### Task to complete
Every line holding "ALLÉE" should be copied from the records below.

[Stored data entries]
----

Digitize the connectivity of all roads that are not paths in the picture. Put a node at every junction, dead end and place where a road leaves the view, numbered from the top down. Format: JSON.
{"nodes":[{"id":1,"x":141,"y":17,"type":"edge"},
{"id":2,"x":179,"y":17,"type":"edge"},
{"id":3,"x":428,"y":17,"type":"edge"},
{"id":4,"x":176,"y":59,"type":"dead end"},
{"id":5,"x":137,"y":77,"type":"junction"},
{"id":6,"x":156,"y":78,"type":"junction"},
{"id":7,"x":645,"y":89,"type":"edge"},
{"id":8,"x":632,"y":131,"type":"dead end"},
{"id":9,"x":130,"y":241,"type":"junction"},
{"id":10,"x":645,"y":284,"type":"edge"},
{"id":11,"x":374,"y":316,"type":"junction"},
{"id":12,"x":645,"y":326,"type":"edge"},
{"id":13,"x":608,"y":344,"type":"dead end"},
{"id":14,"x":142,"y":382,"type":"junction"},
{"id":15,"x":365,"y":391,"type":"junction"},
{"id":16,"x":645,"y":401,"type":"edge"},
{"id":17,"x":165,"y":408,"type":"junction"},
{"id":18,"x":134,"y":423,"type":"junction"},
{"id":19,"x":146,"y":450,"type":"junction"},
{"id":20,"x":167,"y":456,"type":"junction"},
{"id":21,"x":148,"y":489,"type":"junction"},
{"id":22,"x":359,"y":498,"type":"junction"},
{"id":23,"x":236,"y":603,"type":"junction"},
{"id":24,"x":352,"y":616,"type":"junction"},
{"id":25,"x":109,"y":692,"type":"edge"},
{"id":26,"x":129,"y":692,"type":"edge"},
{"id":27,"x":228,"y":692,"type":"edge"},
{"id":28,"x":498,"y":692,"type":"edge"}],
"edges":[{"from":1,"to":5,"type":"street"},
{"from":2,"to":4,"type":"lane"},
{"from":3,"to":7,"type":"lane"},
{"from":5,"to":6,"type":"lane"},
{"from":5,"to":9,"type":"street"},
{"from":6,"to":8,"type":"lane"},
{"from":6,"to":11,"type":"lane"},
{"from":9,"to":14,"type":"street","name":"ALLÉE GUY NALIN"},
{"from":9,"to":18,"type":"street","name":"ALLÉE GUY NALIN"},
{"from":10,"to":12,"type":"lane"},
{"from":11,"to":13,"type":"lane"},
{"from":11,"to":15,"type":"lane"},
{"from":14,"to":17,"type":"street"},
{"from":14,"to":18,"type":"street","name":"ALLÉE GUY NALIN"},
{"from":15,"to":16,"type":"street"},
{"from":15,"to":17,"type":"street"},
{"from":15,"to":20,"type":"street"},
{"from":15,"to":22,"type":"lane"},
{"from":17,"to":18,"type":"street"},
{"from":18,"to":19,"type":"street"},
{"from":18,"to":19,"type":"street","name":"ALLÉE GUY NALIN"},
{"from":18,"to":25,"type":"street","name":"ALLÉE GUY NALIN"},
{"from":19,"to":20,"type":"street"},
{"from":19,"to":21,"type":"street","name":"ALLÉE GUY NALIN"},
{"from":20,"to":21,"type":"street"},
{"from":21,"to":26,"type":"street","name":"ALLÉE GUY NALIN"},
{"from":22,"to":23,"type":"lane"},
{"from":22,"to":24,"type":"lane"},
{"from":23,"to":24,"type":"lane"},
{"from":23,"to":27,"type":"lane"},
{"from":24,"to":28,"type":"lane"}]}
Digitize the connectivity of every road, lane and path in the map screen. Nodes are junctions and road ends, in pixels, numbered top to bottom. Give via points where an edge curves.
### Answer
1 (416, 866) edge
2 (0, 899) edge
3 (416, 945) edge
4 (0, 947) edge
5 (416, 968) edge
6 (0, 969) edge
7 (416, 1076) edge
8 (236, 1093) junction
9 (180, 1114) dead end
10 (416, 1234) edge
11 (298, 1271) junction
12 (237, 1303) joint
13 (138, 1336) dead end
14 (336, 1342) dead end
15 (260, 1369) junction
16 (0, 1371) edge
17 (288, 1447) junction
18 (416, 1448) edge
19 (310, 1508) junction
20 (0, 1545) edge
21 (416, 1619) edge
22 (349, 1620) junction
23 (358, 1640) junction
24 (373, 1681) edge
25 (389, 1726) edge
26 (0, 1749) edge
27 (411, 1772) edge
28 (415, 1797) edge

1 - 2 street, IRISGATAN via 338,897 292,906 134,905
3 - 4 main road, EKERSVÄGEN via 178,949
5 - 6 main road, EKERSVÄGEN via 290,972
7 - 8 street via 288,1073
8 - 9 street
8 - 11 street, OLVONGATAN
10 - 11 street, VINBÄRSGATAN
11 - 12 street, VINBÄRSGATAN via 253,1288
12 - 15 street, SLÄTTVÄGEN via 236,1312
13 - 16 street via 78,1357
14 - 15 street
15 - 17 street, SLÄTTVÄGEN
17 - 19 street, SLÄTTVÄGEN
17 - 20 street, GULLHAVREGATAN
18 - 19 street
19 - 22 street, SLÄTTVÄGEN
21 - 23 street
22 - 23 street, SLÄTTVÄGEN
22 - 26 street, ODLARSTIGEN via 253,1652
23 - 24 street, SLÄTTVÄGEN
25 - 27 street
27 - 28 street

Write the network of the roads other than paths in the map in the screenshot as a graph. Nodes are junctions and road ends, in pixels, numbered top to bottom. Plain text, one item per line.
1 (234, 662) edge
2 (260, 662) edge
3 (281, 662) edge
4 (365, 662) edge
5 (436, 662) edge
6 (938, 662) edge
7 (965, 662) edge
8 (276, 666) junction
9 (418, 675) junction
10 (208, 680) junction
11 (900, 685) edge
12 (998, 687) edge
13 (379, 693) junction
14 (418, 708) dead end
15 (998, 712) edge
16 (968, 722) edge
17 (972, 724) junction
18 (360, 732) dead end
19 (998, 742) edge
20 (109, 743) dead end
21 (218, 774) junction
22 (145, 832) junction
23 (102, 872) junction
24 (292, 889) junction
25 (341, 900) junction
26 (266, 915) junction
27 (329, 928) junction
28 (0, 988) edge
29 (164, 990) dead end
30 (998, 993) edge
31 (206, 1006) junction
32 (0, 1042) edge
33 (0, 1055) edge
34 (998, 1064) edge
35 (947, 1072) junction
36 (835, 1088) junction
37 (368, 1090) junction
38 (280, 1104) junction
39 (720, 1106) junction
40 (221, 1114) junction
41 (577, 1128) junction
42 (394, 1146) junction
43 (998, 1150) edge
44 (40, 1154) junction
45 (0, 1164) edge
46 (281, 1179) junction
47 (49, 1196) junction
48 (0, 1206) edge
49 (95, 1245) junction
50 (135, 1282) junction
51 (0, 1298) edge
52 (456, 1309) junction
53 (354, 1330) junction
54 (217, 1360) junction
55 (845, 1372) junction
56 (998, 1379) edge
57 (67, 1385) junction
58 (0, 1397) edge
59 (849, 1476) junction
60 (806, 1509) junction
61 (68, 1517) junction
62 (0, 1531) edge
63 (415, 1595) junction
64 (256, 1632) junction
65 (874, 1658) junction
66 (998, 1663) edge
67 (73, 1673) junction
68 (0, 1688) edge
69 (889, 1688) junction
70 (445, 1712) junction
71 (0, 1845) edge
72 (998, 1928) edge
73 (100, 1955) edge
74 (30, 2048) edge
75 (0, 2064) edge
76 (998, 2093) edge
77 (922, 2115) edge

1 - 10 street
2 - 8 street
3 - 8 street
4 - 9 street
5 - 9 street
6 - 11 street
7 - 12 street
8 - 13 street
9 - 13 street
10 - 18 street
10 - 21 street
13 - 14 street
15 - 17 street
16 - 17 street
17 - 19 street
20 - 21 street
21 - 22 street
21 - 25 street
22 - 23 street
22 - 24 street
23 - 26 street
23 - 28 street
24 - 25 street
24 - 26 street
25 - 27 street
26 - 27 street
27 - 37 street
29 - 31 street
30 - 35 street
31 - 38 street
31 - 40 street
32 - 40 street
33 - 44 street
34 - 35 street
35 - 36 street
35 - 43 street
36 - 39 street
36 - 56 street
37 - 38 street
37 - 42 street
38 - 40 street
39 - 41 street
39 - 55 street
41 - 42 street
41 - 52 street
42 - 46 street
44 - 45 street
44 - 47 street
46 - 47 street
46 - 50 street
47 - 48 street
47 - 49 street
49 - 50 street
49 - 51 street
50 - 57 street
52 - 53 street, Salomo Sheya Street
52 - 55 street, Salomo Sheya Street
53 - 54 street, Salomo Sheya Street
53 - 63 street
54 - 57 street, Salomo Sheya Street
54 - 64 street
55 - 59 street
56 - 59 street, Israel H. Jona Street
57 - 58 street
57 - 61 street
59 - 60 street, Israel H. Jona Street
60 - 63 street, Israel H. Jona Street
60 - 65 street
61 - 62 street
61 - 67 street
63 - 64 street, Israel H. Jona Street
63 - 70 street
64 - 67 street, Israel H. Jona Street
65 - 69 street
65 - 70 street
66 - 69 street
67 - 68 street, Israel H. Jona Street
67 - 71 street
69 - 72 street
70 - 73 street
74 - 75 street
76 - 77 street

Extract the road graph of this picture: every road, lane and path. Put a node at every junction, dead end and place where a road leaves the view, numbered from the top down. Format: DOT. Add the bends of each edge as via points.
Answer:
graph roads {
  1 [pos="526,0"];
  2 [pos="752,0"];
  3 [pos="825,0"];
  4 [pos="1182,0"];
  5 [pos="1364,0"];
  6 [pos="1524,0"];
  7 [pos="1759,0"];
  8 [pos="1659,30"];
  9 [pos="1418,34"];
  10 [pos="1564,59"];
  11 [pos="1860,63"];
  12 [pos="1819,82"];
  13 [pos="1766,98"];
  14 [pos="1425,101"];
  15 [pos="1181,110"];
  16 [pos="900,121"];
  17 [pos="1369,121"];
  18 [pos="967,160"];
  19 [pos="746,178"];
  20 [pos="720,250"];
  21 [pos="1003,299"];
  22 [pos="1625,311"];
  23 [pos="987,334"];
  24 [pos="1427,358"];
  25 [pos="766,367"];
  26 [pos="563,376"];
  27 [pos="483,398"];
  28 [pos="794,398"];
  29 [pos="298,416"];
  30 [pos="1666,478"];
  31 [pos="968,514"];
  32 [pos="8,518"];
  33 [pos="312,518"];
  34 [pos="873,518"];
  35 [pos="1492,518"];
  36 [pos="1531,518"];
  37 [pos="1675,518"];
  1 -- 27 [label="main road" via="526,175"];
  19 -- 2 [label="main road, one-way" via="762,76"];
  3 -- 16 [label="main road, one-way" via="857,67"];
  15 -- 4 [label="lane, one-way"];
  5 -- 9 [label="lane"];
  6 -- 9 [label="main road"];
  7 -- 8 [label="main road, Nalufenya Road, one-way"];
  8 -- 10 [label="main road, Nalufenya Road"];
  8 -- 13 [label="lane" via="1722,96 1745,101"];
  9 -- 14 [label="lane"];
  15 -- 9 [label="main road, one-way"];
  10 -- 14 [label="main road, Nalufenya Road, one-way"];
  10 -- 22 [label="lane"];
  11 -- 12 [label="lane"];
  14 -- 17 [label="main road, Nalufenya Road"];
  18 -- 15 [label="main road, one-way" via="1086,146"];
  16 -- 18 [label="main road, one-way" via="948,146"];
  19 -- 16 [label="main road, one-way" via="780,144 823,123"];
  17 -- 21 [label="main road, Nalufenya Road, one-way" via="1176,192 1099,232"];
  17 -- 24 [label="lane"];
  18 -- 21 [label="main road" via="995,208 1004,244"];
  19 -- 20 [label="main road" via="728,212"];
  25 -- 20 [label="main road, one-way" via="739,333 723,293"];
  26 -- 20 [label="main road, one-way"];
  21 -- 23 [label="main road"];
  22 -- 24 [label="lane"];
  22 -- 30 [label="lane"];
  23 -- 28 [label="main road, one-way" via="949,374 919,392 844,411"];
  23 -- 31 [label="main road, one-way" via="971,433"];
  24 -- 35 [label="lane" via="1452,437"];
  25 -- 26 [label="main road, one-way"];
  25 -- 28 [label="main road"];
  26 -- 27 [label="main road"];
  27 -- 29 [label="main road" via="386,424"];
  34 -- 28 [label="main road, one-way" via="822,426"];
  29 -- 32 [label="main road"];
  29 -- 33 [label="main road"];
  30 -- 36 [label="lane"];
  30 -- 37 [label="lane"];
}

----

### Output
{"from":9,"to":14,"type":"street","name":"ALLÉE GUY NALIN"},
{"from":9,"to":18,"type":"street","name":"ALLÉE GUY NALIN"},
{"from":14,"to":18,"type":"street","name":"ALLÉE GUY NALIN"},
{"from":18,"to":19,"type":"street","name":"ALLÉE GUY NALIN"},
{"from":18,"to":25,"type":"street","name":"ALLÉE GUY NALIN"},
{"from":19,"to":21,"type":"street","name":"ALLÉE GUY NALIN"},
{"from":21,"to":26,"type":"street","name":"ALLÉE GUY NALIN"},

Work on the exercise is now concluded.